*** Records supplied ***

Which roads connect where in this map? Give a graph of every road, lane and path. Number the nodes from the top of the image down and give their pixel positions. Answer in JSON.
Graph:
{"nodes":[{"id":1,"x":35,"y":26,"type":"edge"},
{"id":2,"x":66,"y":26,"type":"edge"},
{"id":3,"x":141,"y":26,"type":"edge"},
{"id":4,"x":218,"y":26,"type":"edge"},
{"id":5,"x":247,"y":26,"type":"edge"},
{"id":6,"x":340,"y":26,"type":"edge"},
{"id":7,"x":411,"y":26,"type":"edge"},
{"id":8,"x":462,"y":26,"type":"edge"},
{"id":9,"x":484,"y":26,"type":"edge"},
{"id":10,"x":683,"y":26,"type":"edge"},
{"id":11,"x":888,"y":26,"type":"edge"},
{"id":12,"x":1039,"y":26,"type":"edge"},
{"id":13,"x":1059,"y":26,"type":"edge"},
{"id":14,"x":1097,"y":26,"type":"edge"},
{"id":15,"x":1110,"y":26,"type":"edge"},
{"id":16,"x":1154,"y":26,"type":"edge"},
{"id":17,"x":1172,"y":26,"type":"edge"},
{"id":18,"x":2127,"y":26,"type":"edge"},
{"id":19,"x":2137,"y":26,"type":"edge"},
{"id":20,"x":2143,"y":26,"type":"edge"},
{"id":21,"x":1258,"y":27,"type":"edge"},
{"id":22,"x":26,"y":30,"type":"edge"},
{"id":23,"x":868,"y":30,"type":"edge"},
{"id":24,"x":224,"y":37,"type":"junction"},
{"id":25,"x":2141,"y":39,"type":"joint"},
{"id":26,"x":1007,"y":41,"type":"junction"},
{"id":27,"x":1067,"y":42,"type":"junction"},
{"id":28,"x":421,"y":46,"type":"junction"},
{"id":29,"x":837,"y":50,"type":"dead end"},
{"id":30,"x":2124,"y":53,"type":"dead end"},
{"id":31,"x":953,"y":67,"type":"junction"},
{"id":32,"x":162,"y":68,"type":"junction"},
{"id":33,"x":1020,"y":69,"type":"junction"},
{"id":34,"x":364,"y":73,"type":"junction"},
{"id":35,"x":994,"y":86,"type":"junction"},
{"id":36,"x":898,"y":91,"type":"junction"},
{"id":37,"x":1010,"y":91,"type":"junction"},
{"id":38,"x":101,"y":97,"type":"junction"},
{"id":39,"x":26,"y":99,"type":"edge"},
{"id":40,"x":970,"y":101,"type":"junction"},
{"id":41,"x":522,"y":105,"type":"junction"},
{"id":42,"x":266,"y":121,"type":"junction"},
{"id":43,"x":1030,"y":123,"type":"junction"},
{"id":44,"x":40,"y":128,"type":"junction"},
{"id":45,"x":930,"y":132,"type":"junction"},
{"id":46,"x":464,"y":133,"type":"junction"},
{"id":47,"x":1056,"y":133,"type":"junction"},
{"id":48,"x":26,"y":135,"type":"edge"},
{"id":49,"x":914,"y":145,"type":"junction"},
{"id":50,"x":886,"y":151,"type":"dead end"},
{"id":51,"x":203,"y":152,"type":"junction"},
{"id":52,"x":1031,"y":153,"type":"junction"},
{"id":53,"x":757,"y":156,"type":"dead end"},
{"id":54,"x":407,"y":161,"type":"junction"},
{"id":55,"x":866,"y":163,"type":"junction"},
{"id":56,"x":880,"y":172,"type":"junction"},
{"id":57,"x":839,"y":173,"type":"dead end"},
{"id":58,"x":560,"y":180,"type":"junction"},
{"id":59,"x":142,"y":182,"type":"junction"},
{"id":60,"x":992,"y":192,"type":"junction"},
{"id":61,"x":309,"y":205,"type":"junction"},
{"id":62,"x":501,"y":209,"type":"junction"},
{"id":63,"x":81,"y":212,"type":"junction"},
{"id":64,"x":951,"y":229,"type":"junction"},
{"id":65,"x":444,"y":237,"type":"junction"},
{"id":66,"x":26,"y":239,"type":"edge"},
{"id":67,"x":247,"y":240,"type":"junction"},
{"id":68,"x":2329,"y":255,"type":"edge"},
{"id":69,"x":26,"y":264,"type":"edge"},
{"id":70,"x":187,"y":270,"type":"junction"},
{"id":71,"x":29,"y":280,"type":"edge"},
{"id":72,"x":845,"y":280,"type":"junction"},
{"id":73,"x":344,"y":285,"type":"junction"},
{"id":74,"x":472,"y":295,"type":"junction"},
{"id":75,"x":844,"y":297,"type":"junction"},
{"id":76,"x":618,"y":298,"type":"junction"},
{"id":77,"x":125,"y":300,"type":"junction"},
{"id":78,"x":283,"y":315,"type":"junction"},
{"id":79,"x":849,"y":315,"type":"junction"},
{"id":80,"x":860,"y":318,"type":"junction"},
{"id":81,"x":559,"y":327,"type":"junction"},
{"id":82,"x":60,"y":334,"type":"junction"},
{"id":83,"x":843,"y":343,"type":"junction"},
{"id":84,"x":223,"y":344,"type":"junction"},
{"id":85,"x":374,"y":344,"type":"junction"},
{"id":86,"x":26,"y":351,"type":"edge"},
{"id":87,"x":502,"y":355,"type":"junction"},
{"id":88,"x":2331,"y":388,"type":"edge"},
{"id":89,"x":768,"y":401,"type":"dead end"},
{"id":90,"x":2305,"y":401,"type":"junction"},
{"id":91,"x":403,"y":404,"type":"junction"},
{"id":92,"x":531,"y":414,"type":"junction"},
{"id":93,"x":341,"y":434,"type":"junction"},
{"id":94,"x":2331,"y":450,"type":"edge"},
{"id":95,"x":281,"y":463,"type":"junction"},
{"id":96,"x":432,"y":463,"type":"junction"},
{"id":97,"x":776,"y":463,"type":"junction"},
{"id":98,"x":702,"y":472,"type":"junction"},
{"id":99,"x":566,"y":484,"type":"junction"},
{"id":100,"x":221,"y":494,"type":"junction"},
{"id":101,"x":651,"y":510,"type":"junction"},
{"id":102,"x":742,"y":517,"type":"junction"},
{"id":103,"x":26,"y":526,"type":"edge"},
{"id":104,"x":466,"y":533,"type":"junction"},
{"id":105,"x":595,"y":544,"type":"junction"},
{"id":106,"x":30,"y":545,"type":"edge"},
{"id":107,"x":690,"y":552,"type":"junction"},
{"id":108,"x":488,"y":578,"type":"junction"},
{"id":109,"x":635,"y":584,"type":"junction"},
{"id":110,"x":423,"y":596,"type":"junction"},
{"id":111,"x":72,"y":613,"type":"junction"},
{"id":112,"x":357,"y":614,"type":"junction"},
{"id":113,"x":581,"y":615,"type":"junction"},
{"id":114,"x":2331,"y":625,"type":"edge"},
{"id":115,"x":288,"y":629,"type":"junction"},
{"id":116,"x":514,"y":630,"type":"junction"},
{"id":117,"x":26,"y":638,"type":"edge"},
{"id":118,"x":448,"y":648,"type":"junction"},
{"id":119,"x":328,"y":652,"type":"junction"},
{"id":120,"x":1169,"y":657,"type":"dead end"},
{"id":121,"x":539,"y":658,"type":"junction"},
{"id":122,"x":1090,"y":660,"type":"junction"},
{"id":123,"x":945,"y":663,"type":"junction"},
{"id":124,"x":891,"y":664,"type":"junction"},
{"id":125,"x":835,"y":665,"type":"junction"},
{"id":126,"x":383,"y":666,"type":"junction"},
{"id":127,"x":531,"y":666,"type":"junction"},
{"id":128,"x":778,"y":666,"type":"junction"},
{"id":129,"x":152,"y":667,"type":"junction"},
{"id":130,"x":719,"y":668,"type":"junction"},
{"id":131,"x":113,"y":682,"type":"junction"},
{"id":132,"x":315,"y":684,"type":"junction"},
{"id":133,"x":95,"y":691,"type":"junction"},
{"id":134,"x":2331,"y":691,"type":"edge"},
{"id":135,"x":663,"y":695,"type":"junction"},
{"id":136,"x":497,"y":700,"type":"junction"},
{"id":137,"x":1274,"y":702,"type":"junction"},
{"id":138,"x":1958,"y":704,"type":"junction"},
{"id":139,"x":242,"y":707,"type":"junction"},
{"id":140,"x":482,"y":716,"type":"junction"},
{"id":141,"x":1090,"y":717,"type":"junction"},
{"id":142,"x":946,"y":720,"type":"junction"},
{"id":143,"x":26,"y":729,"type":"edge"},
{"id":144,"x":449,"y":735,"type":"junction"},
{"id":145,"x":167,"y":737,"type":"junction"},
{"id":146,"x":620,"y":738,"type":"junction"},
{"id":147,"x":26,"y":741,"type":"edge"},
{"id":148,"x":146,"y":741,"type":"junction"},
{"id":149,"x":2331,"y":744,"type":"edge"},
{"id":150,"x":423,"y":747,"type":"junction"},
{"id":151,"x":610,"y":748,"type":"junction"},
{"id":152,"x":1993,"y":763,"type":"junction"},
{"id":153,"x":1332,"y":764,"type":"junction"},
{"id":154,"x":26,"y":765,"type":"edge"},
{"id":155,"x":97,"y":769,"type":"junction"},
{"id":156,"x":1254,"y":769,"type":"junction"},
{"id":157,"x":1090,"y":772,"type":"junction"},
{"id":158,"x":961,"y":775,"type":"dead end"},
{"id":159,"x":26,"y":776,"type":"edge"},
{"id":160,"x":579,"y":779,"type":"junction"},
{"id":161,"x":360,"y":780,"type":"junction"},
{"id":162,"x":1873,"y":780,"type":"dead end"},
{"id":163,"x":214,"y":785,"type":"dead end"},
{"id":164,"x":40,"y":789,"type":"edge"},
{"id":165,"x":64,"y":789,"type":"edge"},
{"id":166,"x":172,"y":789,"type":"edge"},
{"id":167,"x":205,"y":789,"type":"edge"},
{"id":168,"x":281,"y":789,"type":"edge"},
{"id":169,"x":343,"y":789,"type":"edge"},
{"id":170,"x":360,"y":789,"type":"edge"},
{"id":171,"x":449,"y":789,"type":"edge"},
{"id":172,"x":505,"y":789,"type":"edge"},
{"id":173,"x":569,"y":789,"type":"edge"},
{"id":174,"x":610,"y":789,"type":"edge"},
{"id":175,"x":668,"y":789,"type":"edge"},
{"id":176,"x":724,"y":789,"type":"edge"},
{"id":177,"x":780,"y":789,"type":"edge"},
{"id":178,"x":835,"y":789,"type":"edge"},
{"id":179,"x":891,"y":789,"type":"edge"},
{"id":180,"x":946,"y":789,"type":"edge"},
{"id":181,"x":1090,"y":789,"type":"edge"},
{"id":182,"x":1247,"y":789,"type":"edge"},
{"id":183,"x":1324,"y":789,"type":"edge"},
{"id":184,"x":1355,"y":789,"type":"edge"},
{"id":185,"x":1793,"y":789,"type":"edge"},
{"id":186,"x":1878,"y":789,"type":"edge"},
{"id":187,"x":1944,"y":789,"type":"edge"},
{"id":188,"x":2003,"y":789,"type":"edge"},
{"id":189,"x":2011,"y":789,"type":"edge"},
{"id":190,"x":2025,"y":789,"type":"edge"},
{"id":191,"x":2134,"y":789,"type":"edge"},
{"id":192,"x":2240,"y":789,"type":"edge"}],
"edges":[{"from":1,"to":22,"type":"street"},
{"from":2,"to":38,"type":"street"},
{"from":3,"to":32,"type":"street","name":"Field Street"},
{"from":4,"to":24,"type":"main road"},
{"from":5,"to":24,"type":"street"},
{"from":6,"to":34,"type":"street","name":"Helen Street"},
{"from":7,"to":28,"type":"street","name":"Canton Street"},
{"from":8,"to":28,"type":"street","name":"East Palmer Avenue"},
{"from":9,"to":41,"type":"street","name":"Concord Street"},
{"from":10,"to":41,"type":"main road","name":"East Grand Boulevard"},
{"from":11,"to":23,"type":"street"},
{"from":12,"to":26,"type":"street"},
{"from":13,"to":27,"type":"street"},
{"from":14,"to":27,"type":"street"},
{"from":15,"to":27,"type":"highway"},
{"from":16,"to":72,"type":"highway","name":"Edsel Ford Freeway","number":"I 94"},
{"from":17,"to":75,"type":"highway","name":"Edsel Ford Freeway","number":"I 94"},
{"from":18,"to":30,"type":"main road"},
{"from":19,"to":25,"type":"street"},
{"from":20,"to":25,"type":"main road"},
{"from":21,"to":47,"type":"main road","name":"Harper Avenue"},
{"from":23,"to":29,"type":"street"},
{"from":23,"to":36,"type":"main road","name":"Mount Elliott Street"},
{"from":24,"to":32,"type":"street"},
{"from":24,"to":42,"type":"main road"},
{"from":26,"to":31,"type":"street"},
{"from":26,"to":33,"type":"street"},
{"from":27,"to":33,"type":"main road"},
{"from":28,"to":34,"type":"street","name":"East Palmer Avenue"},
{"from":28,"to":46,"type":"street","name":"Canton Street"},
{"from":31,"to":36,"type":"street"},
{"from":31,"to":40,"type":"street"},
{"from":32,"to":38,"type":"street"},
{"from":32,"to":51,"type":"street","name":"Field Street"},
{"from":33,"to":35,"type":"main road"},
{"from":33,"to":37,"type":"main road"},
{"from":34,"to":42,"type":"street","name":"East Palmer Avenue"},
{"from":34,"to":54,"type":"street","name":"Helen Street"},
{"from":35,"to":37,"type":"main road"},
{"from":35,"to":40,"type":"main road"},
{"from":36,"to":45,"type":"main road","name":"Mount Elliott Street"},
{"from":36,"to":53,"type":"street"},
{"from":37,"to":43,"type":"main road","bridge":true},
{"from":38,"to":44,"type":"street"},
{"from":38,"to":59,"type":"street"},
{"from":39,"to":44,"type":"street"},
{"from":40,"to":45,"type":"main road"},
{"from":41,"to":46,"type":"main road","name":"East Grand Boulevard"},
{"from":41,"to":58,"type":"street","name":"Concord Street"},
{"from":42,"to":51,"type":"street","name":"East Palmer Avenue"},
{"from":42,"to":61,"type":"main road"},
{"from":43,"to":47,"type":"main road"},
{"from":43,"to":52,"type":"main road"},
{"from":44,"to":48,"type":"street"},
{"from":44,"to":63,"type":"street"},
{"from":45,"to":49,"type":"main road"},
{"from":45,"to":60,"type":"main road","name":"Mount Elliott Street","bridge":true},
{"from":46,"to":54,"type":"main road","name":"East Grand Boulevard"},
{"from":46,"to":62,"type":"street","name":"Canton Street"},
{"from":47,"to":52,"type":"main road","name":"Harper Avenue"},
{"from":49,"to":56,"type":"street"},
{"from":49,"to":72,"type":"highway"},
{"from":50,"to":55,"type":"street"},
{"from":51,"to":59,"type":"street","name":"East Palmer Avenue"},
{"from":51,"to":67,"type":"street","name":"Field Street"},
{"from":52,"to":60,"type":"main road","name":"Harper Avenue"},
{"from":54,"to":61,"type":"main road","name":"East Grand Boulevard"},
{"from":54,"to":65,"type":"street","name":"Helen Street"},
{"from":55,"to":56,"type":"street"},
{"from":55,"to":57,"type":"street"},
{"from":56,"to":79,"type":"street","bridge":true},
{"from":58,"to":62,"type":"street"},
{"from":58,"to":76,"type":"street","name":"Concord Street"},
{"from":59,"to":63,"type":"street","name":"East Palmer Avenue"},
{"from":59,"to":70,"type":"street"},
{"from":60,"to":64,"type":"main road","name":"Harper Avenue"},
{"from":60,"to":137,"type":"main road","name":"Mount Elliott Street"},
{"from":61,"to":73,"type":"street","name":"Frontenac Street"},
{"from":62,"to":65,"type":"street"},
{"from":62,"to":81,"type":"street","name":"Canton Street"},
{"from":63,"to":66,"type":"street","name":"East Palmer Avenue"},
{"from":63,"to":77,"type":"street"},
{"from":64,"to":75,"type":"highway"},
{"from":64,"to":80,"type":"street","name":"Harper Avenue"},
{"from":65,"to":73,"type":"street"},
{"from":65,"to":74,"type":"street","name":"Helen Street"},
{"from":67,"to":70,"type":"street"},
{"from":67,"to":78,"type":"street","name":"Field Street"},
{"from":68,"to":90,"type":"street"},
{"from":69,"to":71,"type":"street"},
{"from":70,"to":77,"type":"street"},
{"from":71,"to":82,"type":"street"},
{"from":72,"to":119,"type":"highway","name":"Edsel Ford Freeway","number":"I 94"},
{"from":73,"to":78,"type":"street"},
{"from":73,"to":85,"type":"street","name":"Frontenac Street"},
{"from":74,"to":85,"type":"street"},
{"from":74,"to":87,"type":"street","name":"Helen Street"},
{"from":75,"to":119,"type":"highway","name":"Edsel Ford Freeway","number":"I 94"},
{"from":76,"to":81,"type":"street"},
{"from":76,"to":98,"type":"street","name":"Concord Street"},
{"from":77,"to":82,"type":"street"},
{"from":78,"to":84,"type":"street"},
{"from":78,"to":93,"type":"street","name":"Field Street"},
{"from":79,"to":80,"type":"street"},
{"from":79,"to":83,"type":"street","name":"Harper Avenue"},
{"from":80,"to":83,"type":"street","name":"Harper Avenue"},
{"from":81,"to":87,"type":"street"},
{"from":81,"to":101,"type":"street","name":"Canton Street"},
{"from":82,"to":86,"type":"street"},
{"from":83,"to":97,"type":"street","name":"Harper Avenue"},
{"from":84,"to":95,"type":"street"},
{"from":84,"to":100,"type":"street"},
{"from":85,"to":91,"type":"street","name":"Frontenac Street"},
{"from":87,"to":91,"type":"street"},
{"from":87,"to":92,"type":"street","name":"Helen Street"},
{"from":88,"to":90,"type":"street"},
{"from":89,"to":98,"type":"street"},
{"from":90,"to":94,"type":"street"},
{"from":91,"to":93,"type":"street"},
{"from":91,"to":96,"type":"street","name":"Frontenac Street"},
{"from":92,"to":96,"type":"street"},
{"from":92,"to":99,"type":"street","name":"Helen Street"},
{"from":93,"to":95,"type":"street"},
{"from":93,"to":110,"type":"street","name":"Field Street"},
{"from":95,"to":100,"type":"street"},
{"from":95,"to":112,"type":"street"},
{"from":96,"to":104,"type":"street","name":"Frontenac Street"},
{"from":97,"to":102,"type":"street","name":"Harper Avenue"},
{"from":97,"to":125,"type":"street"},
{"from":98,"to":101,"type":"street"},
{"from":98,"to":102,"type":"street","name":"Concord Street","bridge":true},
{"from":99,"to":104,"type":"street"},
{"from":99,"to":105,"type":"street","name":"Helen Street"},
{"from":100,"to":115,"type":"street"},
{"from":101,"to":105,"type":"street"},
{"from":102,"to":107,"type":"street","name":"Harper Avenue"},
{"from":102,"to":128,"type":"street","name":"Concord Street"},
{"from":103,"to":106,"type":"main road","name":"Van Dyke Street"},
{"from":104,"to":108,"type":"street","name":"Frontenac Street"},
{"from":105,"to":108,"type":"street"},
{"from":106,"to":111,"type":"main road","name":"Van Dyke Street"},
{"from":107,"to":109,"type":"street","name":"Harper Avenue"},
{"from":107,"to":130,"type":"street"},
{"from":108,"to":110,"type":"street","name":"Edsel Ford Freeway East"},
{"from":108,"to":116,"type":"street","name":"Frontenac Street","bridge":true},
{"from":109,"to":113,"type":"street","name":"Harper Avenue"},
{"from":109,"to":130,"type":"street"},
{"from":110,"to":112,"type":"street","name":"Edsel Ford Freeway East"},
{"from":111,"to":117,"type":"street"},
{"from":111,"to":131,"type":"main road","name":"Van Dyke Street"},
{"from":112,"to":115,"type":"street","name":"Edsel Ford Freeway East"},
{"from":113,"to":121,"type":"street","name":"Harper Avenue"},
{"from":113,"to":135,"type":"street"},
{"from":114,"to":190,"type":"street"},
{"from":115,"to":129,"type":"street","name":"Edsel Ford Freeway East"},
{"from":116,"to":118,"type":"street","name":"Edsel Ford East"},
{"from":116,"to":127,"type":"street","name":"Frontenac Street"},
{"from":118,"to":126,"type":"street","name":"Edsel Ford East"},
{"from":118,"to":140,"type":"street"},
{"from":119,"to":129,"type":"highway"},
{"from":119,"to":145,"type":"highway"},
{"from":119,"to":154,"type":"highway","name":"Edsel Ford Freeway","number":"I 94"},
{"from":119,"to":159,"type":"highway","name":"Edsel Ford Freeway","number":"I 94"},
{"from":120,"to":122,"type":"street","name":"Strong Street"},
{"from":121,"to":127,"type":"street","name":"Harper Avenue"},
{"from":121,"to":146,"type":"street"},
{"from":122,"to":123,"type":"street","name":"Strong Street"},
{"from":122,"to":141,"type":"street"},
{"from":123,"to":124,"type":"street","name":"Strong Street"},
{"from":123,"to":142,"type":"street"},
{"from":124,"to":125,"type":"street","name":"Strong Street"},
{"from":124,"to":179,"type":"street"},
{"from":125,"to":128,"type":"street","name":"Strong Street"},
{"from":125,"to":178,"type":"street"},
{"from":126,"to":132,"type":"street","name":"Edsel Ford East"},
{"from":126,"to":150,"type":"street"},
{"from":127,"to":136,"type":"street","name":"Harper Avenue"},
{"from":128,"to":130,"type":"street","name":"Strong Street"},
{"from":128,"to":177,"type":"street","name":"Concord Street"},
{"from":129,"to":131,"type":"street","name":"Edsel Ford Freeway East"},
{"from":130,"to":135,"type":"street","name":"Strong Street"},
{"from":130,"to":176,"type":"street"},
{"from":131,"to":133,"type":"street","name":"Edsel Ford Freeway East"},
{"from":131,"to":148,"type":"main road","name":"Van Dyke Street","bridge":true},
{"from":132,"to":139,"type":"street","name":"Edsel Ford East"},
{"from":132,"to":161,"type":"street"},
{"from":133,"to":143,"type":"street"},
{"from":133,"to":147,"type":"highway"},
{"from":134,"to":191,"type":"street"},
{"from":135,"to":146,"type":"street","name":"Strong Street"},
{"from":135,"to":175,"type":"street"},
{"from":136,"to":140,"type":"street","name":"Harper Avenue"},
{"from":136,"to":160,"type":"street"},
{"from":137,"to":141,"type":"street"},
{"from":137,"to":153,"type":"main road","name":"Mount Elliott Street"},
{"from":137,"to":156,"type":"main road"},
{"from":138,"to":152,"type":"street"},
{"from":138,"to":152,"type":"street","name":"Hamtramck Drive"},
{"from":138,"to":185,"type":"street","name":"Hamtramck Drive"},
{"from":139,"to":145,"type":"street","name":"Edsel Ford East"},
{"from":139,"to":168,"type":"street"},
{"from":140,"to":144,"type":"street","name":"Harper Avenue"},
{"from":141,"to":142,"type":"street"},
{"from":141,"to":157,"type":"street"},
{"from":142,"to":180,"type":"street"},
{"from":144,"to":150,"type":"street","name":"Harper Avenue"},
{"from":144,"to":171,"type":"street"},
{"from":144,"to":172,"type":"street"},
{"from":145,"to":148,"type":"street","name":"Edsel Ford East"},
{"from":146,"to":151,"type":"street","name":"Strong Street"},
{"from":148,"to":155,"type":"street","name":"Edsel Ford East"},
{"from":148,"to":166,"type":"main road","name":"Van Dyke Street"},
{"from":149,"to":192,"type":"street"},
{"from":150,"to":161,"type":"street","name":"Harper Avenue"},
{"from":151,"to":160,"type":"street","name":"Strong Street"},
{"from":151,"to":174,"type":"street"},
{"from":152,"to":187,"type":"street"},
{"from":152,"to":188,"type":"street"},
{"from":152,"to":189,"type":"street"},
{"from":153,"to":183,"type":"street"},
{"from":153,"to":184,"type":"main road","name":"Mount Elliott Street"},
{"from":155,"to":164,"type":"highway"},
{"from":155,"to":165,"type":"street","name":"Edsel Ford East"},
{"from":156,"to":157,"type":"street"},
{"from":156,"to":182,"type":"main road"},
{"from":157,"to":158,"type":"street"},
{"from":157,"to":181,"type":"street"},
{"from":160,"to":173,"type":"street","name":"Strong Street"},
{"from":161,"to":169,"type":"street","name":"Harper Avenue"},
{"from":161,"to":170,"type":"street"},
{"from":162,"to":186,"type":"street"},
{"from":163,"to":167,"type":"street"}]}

*** End of Records supplied ***

**Problem:** What is the number of lines in the material above that include the string "Boulevard"? Give only that number.

**Output for this exercise:** 4